The good news that it is in the interest of manufacturers to ensure pharmacy understanding of the medical solutions they offer.

How can we ensure that such training occurs?
It is as simple as return on investment and with that I lead to issues currently in review by the bodies of industry.
Both pharmacies and manufacturers expect a return on investment, effort time and allocated resources.

Consistency and compliance
From a manufacturer's point of view, investment is intended to bring consistency and compliance-both in manufacturing and in marketing. It is no different for a retail pharmacist who wants staff training to be some guarantee of consistent quality, wants customer education to be some assurance of compliance, etc.

And yet when it comes to the relationship between the producer and the retailer, this investment sometimes results in neither consistency nor compliance.
I'm referring to the issue of switching at Point of Sale where at the end of a marketing sequence that has traversed advertising, Point of Sale support and merchandising and training-not to mention conference sponsorship and other more generalized support-- the consumer is motivated to select my brand but at the point of sale is encouraged by pharmacy staff to switch to a private label that has made no greater investment than the effort to be on hand.
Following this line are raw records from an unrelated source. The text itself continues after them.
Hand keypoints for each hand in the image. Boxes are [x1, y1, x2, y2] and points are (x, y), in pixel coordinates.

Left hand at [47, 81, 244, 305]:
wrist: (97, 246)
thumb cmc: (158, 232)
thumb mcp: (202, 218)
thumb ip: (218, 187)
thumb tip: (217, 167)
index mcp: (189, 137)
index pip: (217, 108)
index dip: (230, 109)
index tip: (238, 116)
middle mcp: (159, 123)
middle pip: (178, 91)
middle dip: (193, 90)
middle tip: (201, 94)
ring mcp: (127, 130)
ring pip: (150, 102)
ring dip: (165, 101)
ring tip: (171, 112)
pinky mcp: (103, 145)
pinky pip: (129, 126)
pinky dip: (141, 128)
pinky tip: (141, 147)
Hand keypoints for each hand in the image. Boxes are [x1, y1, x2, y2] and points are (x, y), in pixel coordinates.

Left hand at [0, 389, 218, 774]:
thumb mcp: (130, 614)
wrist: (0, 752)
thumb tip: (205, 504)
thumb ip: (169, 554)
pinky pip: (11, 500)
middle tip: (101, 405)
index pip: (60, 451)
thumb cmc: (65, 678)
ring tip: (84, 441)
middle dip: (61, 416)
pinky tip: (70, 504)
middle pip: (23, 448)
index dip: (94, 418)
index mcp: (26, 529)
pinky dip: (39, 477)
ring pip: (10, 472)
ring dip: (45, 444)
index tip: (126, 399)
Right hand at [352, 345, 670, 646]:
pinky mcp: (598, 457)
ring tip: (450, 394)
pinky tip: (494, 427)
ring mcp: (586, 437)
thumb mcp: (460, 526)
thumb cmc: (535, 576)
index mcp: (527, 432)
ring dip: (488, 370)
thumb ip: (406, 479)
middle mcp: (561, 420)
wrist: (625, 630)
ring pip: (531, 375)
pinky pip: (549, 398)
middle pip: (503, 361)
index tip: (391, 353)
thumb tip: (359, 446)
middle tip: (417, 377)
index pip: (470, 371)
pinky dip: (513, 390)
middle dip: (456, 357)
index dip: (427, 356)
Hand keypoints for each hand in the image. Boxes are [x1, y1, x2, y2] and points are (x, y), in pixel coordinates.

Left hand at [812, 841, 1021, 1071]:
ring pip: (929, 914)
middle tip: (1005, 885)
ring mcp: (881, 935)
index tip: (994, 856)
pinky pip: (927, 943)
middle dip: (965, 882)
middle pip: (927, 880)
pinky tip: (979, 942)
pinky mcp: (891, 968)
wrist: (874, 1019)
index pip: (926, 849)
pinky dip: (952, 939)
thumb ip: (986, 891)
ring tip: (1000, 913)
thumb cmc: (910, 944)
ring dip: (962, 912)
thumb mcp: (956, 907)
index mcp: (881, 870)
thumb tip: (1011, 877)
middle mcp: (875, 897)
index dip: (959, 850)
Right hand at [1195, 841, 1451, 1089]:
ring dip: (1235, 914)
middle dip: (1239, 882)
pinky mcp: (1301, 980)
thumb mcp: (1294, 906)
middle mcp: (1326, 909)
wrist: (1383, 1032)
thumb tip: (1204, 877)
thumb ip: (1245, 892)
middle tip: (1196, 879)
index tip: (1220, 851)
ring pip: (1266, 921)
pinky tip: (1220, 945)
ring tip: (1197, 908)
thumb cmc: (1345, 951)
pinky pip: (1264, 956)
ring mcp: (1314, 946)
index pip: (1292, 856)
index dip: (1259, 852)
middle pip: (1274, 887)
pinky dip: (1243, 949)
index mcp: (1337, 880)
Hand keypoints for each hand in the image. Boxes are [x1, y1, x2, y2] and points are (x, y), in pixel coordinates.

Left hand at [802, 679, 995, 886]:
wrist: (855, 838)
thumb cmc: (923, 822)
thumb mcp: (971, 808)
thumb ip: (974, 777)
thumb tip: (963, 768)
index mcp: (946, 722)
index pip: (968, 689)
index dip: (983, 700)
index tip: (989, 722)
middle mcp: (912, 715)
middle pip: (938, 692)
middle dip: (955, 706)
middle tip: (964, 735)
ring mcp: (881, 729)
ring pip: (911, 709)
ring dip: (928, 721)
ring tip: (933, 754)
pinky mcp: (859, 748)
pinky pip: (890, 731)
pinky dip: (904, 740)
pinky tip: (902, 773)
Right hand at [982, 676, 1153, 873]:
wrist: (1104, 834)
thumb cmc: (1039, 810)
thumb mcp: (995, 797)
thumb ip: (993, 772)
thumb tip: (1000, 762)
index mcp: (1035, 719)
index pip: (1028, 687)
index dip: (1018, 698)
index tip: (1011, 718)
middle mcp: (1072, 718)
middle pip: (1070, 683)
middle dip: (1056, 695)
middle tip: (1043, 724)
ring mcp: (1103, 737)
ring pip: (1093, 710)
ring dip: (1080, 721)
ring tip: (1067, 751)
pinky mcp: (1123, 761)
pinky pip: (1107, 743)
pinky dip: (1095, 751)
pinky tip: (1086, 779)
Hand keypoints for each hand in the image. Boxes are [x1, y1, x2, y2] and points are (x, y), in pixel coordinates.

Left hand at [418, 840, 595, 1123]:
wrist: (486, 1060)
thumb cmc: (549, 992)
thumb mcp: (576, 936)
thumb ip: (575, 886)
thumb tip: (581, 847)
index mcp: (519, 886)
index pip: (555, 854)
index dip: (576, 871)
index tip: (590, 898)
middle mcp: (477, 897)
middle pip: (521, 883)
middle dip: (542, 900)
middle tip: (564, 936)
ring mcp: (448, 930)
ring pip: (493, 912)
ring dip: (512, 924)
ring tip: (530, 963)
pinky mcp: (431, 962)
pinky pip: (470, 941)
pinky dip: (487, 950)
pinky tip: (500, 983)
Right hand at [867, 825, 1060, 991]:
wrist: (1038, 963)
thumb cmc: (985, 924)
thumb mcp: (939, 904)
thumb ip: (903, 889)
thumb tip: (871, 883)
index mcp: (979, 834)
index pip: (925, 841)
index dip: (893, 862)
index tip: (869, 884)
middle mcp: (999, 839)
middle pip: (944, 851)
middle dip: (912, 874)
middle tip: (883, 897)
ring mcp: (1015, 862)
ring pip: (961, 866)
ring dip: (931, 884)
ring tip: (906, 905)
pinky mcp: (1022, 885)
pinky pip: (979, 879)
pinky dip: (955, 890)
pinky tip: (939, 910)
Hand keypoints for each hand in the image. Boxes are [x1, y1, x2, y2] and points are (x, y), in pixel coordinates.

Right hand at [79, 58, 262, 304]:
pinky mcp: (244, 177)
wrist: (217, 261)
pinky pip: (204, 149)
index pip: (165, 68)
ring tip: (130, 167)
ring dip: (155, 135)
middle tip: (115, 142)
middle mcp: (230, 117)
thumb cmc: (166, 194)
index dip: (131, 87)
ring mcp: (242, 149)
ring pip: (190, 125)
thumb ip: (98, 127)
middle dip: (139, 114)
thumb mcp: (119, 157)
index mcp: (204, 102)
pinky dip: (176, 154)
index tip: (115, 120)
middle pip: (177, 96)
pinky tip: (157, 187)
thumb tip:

Why compromise a flow of opportunities highlighted above if the long term consequence of a compromised ROI leads manufacturers to seek alternate partnerships in the face of your choice of alternatives to us?

When you have one voice across an industry as complex as ours, it is foolish to expect agreement on all fronts on our various agendas.
But while we might not be singing the same note, wouldn't it be grand if we were on the same page of the score and perhaps even within an octave of one another, in synch with the momentum of debate, applying our intelligence, energies and expertise across the issues… seeking an outcome together and creating a positive outward perception of this industry

That is my view of this industry.

To use the words of one well known Executive Director, "Most often it is not so much having a carrot as knowing where to stick it!"
I'd like to stick it so the view is one going forward and not one that leaves us chasing our tails, mimicking the holding pattern of the past with little to show for our talk but the changes that are cast upon us by default.

In closing, I am a keen observer of the industry/pharmacy relationship in my hat as ASMI President, as well as in my company cap and even as an AIPM board member.
I am not, however, cynical about our chances so long as we can all agree to embrace the god-child.
It is a joint responsibility.
We'll need to invite you into our processes, consult you sooner and support our products with pharmacist-friendly training.
That will be a challenge for some of us-and we can all look for ways to do it better.
Meanwhile, I'll call upon you to support the efforts being made by your industry bodies to maximize your effectiveness in a challenging and changing profession that has yet to reach its fullest potential. And beyond that I'll call upon you to take a long-range view with regard to my industry.
As you know, god-parents don't raise a child.
They do take some responsibility for its long-term best interests, though.